La cour a partiellement réformé un jugement rendu le 4 novembre 2019 par le tribunal correctionnel francophone de Bruxelles dans le secteur du football. Un couple, ex-président d’un club de football bruxellois, était poursuivi pour la traite d’un footballeur nigérian. Il leur était reproché d’avoir recruté, hébergé et accueilli ce footballeur pour le faire travailler dans des conditions contraires à la dignité humaine (rémunération insuffisante, promesses non tenues et rétention de passeport). Ils étaient également poursuivis pour faux et usage de faux (avoir falsifié une fiche de salaire pour faire croire que le footballeur était rémunéré conformément aux conventions conclues avec le club de football) et, avec l’ASBL gérant le club de football, pour diverses préventions de droit pénal social (absence de déclaration immédiate à l’emploi, défaut d’assurance accidents du travail, absence de déclaration trimestrielle à l’ONSS, non-paiement de la rémunération).

En 2014, le club de football, dont les joueurs étaient jusque-là exclusivement des amateurs, a envisagé d’engager un ou plusieurs joueurs professionnels. Il a ainsi recruté un jeune nigérian, passé auparavant par d’autres clubs. Le joueur était en séjour illégal. Il était hébergé au domicile familial des prévenus et recevait un peu d’argent de poche. Il n’avait jamais bénéficié du logement de fonction et n’avait perçu qu’une petite partie de son salaire. Il aurait ainsi perçu deux fois 700 euros. Il n’avait, en outre, pas été déclaré à l’ONSS, travaillait sans protection sociale et vivait sous la totale dépendance des prévenus qui lui avaient confisqué son passeport. En janvier 2015, il fut mis à la porte du domicile des prévenus.
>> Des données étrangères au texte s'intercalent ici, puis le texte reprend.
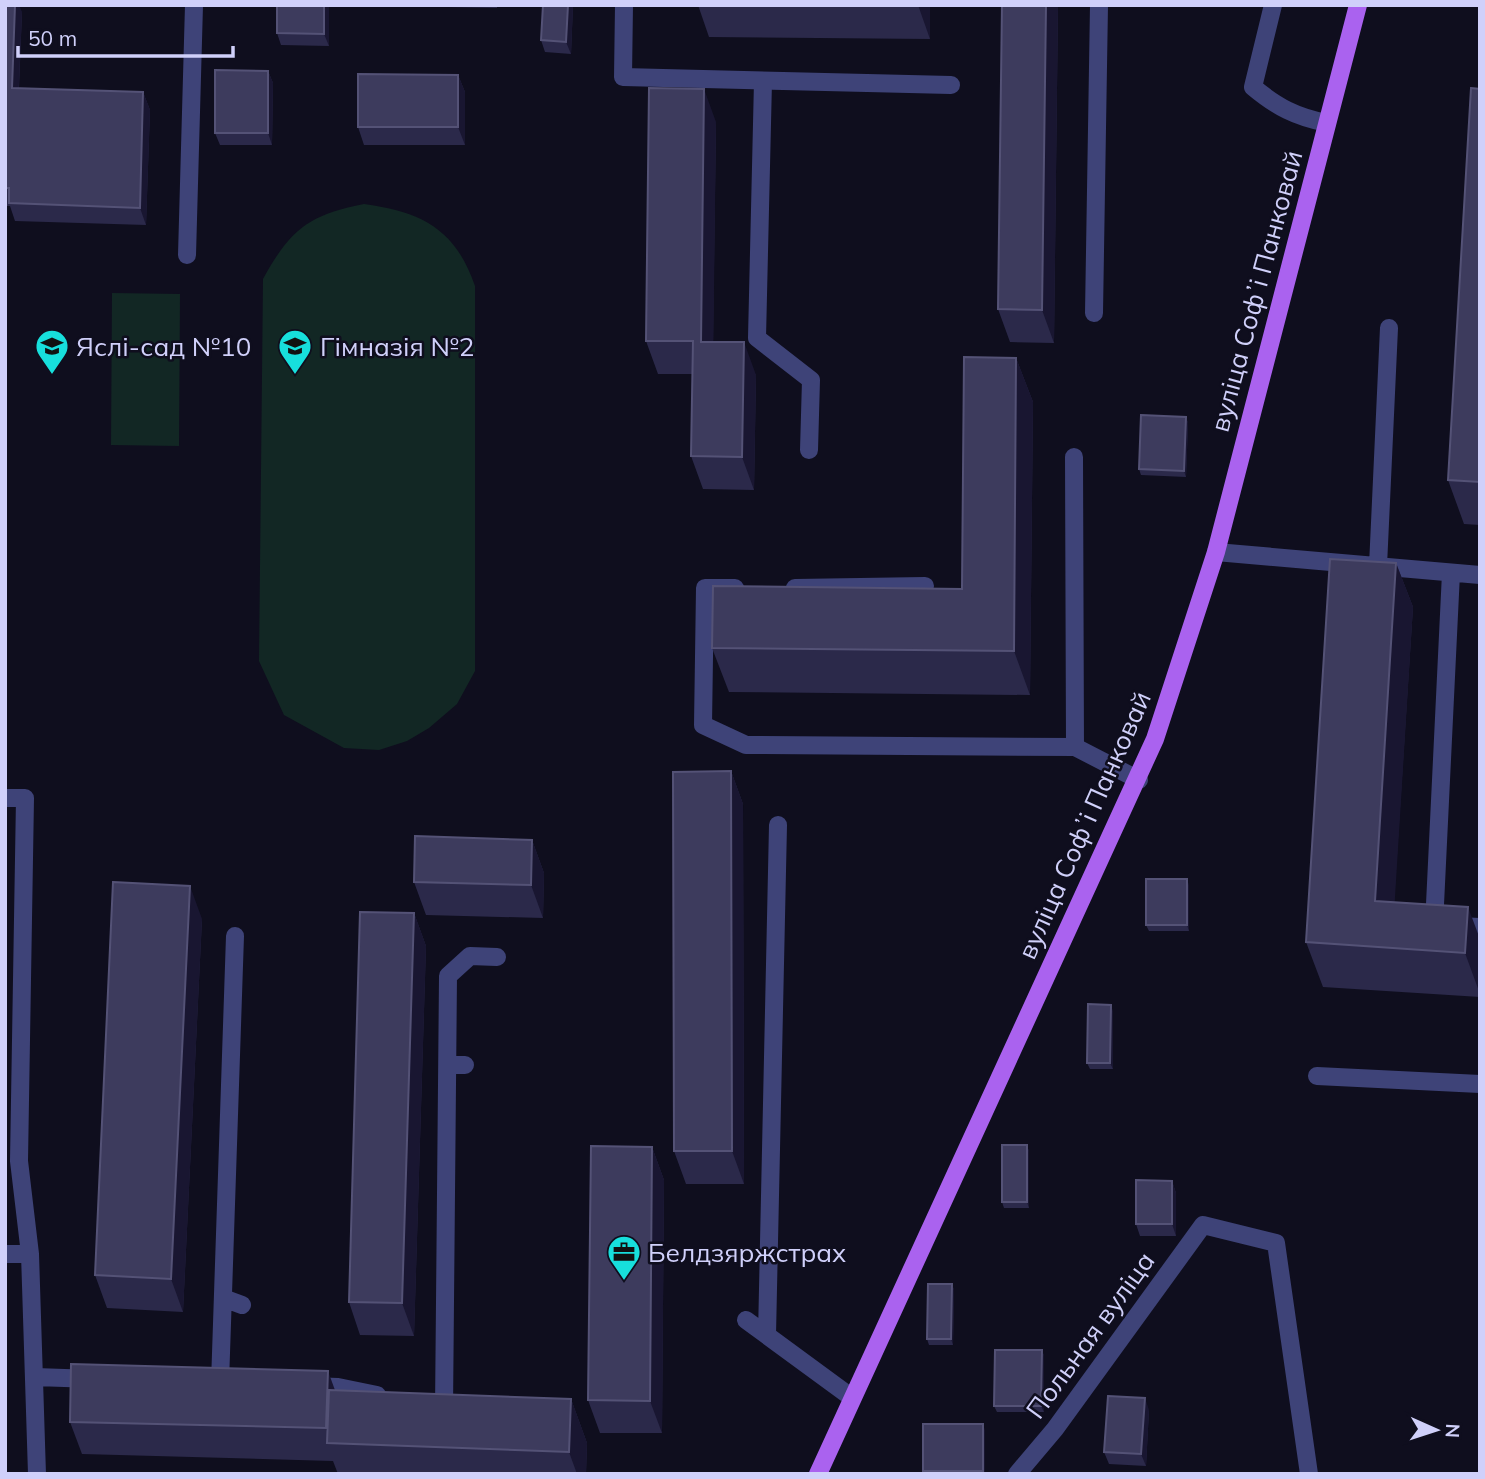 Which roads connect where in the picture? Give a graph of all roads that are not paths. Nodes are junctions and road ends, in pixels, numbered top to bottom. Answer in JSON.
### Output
{"nodes":[{"id":1,"x":194,"y":5,"type":"edge"},
{"id":2,"x":624,"y":5,"type":"edge"},
{"id":3,"x":1099,"y":5,"type":"edge"},
{"id":4,"x":1273,"y":5,"type":"edge"},
{"id":5,"x":1358,"y":5,"type":"edge"},
{"id":6,"x":763,"y":81,"type":"junction"},
{"id":7,"x":951,"y":85,"type":"dead end"},
{"id":8,"x":1328,"y":123,"type":"junction"},
{"id":9,"x":187,"y":255,"type":"dead end"},
{"id":10,"x":1094,"y":313,"type":"dead end"},
{"id":11,"x":1389,"y":328,"type":"dead end"},
{"id":12,"x":809,"y":450,"type":"dead end"},
{"id":13,"x":1074,"y":457,"type":"dead end"},
{"id":14,"x":1216,"y":552,"type":"junction"},
{"id":15,"x":1378,"y":566,"type":"junction"},
{"id":16,"x":1451,"y":573,"type":"junction"},
{"id":17,"x":1480,"y":575,"type":"edge"},
{"id":18,"x":925,"y":586,"type":"edge"},
{"id":19,"x":747,"y":588,"type":"edge"},
{"id":20,"x":774,"y":588,"type":"edge"},
{"id":21,"x":1075,"y":747,"type":"junction"},
{"id":22,"x":1139,"y":780,"type":"junction"},
{"id":23,"x":5,"y":798,"type":"edge"},
{"id":24,"x":778,"y":825,"type":"dead end"},
{"id":25,"x":1480,"y":927,"type":"edge"},
{"id":26,"x":235,"y":936,"type":"dead end"},
{"id":27,"x":497,"y":957,"type":"dead end"},
{"id":28,"x":1317,"y":1076,"type":"dead end"},
{"id":29,"x":1480,"y":1084,"type":"edge"},
{"id":30,"x":12,"y":1161,"type":"edge"},
{"id":31,"x":5,"y":1254,"type":"edge"},
{"id":32,"x":30,"y":1254,"type":"junction"},
{"id":33,"x":223,"y":1297,"type":"junction"},
{"id":34,"x":242,"y":1305,"type":"dead end"},
{"id":35,"x":746,"y":1320,"type":"dead end"},
{"id":36,"x":766,"y":1335,"type":"junction"},
{"id":37,"x":35,"y":1377,"type":"junction"},
{"id":38,"x":111,"y":1379,"type":"edge"},
{"id":39,"x":219,"y":1383,"type":"edge"},
{"id":40,"x":299,"y":1386,"type":"edge"},
{"id":41,"x":851,"y":1397,"type":"junction"},
{"id":42,"x":391,"y":1398,"type":"edge"},
{"id":43,"x":418,"y":1404,"type":"edge"},
{"id":44,"x":37,"y":1474,"type":"edge"},
{"id":45,"x":818,"y":1474,"type":"edge"},
{"id":46,"x":1017,"y":1474,"type":"edge"},
{"id":47,"x":1310,"y":1474,"type":"edge"}],
"edges":[{"from":1,"to":9,"type":"street"},
{"from":2,"to":6,"type":"street"},
{"from":3,"to":10,"type":"street"},
{"from":4,"to":8,"type":"street"},
{"from":5,"to":8,"type":"main road","name":"вуліца Софʼі Панковай"},
{"from":6,"to":7,"type":"street"},
{"from":6,"to":12,"type":"street"},
{"from":8,"to":14,"type":"main road","name":"вуліца Софʼі Панковай"},
{"from":11,"to":15,"type":"street"},
{"from":13,"to":21,"type":"street"},
{"from":14,"to":15,"type":"street"},
{"from":14,"to":22,"type":"main road","name":"вуліца Софʼі Панковай"},
{"from":15,"to":16,"type":"street"},
{"from":16,"to":17,"type":"street"},
{"from":16,"to":25,"type":"street"},
{"from":18,"to":20,"type":"street"},
{"from":19,"to":21,"type":"street"},
{"from":21,"to":22,"type":"street"},
{"from":22,"to":41,"type":"main road","name":"вуліца Софʼі Панковай"},
{"from":23,"to":30,"type":"street"},
{"from":24,"to":36,"type":"street"},
{"from":26,"to":33,"type":"street"},
{"from":27,"to":43,"type":"street"},
{"from":28,"to":29,"type":"street"},
{"from":30,"to":32,"type":"street"},
{"from":31,"to":32,"type":"street"},
{"from":32,"to":37,"type":"street"},
{"from":33,"to":34,"type":"street"},
{"from":33,"to":39,"type":"street"},
{"from":35,"to":36,"type":"street"},
{"from":36,"to":41,"type":"street"},
{"from":37,"to":38,"type":"street"},
{"from":37,"to":44,"type":"street"},
{"from":40,"to":42,"type":"street"},
{"from":41,"to":45,"type":"main road","name":"вуліца Софʼі Панковай"},
{"from":46,"to":47,"type":"street","name":"Польная вуліца"}]} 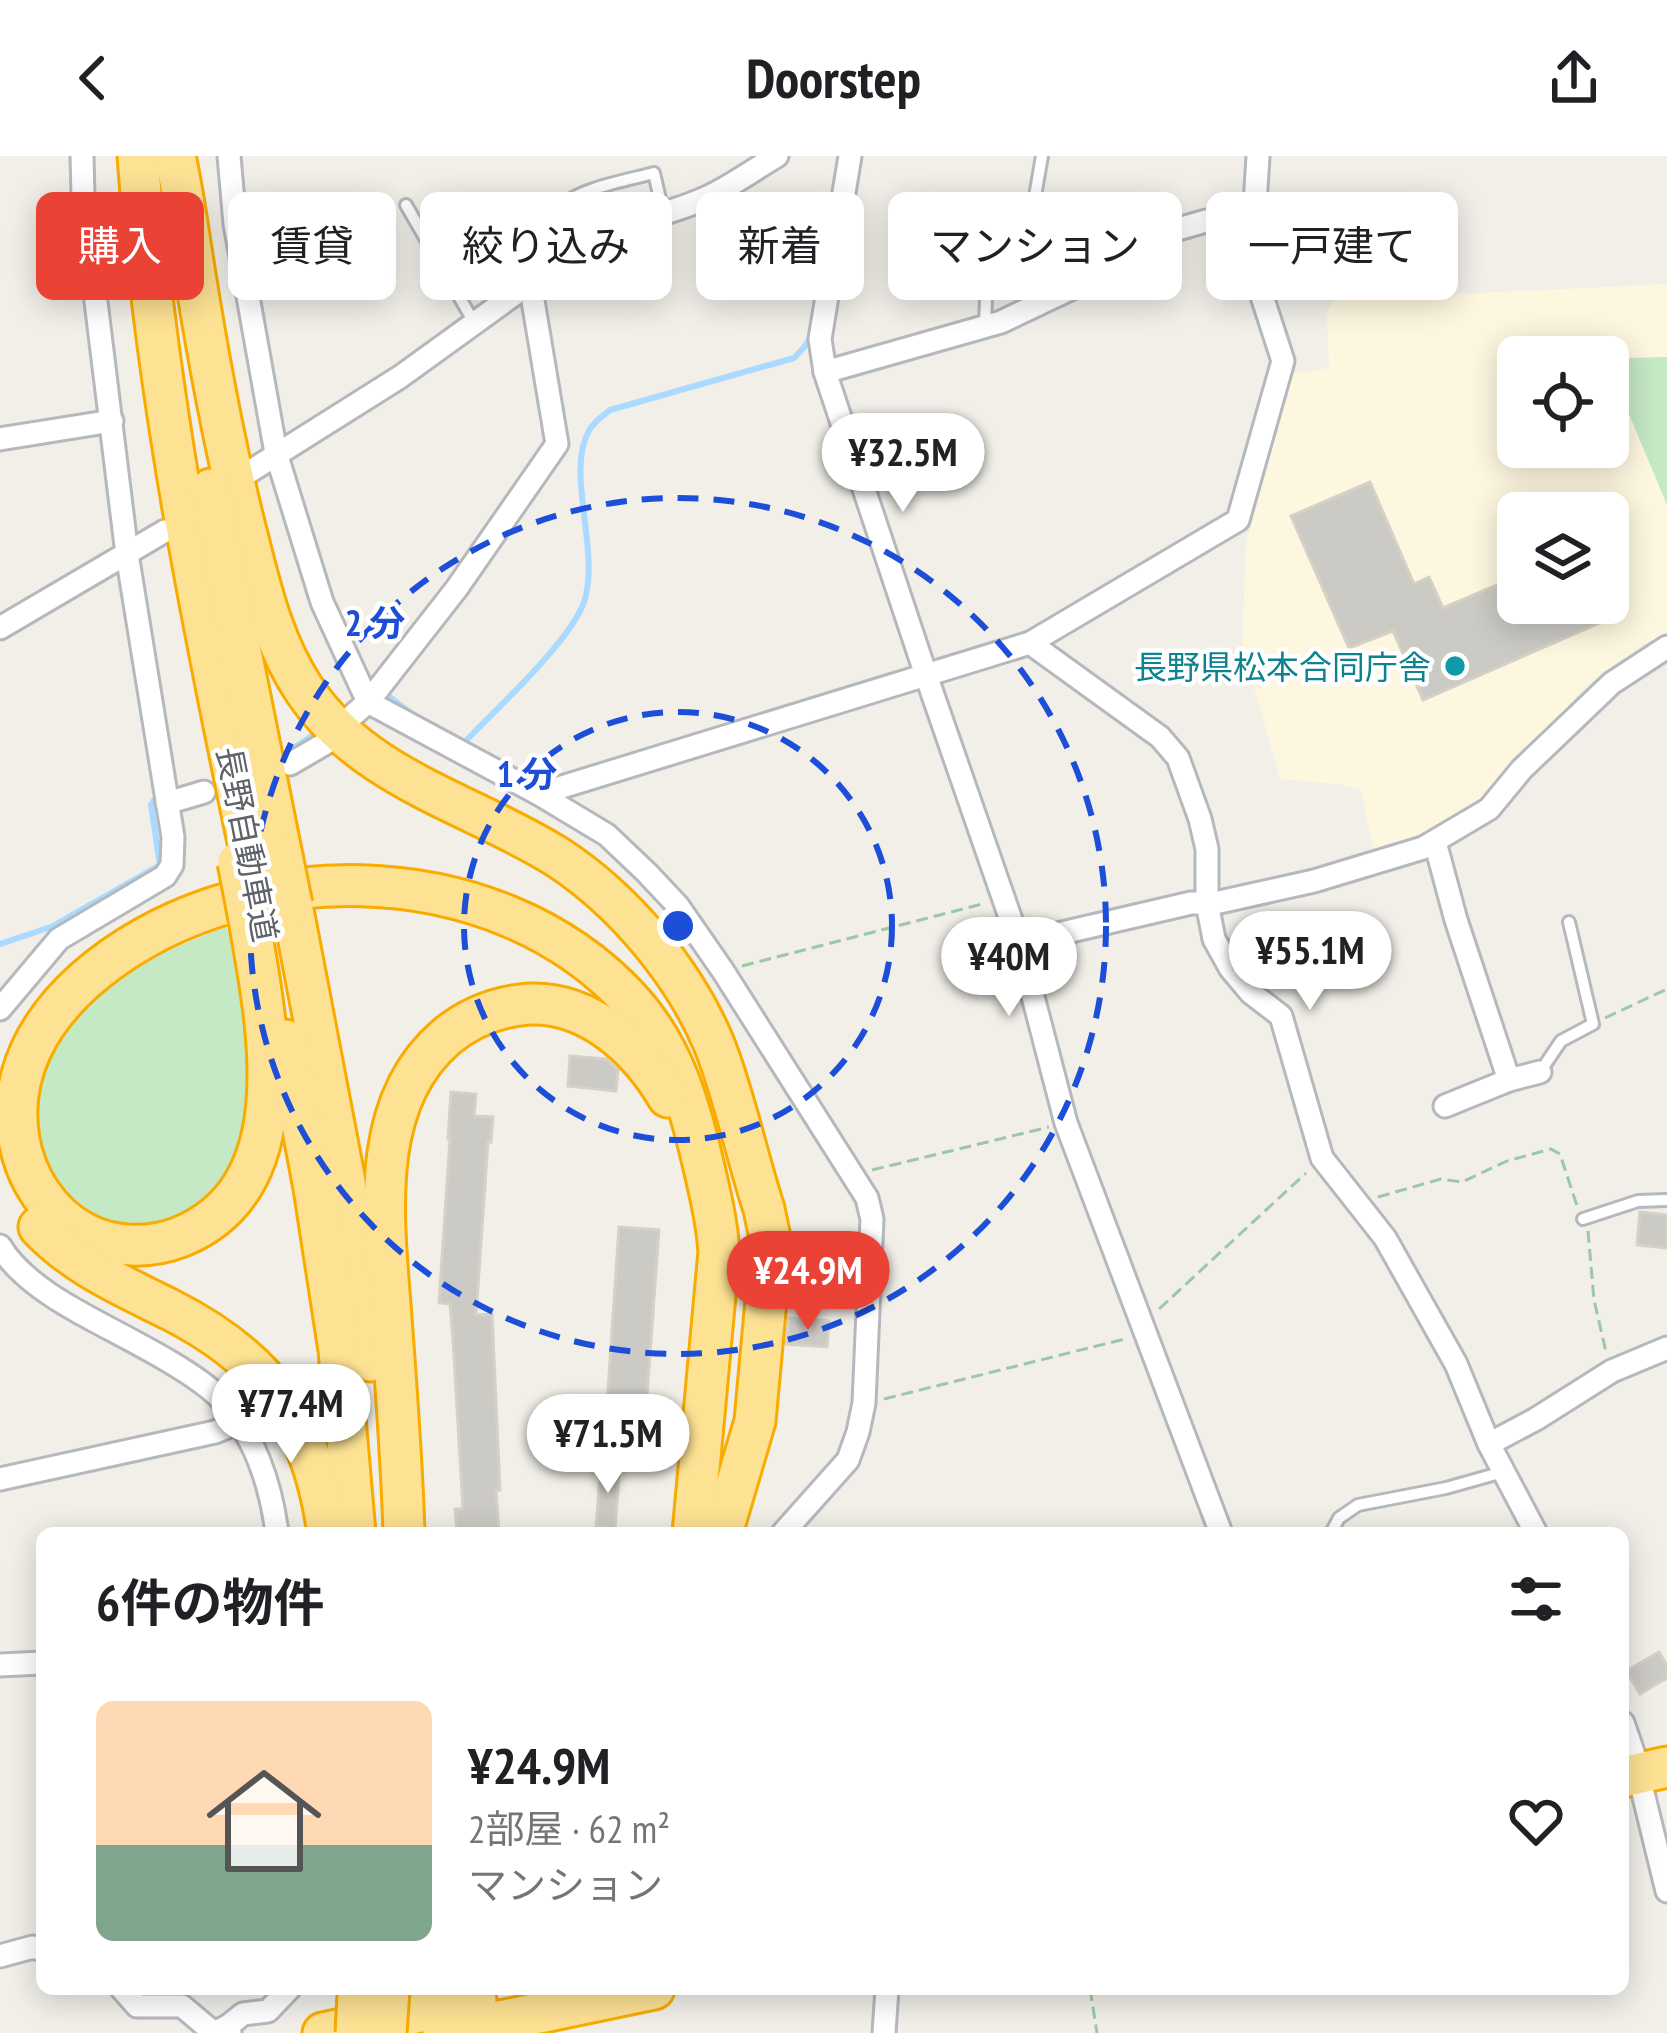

Le tribunal avait condamné les prévenus pour l’ensemble des préventions reprochées. Il avait considéré que la prévention de traite des êtres humains était établie. Si le logement avait lieu dans de bonnes conditions de confort, le tribunal avait cependant estimé que d’autres critères portaient atteinte à la dignité humaine : l’absence de statut social protecteur, le défaut de paiement de la rémunération convenue (en l’espèce quelques sommes perçues de loin inférieures à la rémunération à laquelle il pouvait prétendre et le rendant dépendant des prévenus), la rétention du passeport. Il avait condamné les deux prévenus à une peine d’emprisonnement de 15 mois avec sursis et à une amende de 4.800 euros. Il avait également condamné par défaut l’ASBL pour les infractions au droit pénal social à une amende de 18.000 euros. Le tribunal avait condamné les deux prévenus à verser au footballeur 2.500 euros à titre de dommage moral lié à la prévention de traite des êtres humains ; les deux prévenus et l’ASBL à un euro à titre provisionnel lié à la perte de rémunération et 1.500 euros de dommage moral lié au non-respect de la législation sociale.

Un des deux prévenus avait interjeté appel, suivi par le ministère public. La coprévenue n’avait, quant à elle, pas fait appel du jugement.

La cour a confirmé les condamnations pour les préventions de droit pénal social. Seule la période infractionnelle a été révisée, la cour estimant que celle-ci prend cours à la prise d’effet du contrat de sportif rémunéré de la victime. Toutefois, la cour a acquitté le prévenu en ce qui concerne la prévention de traite. Selon elle, les conditions de séjour n’étaient pas critiquées et le travail en lui-même (les activités sportives), la durée et les conditions de travail n’avaient fait l’objet d’aucune remarque ou plainte. De plus, la cour a considéré que la rétention du passeport était un élément neutre au regard de la traite dans la mesure où il s’agit d’une circonstance aggravante et non d’un élément constitutif. La cour a accordé au prévenu la suspension simple du prononcé de la condamnation.

La cour a confirmé le jugement quant au civil, excepté le versement de 2.500 euros à la partie civile à titre de dommage moral lié à la prévention de traite des êtres humains, au vu de l’acquittement du prévenu.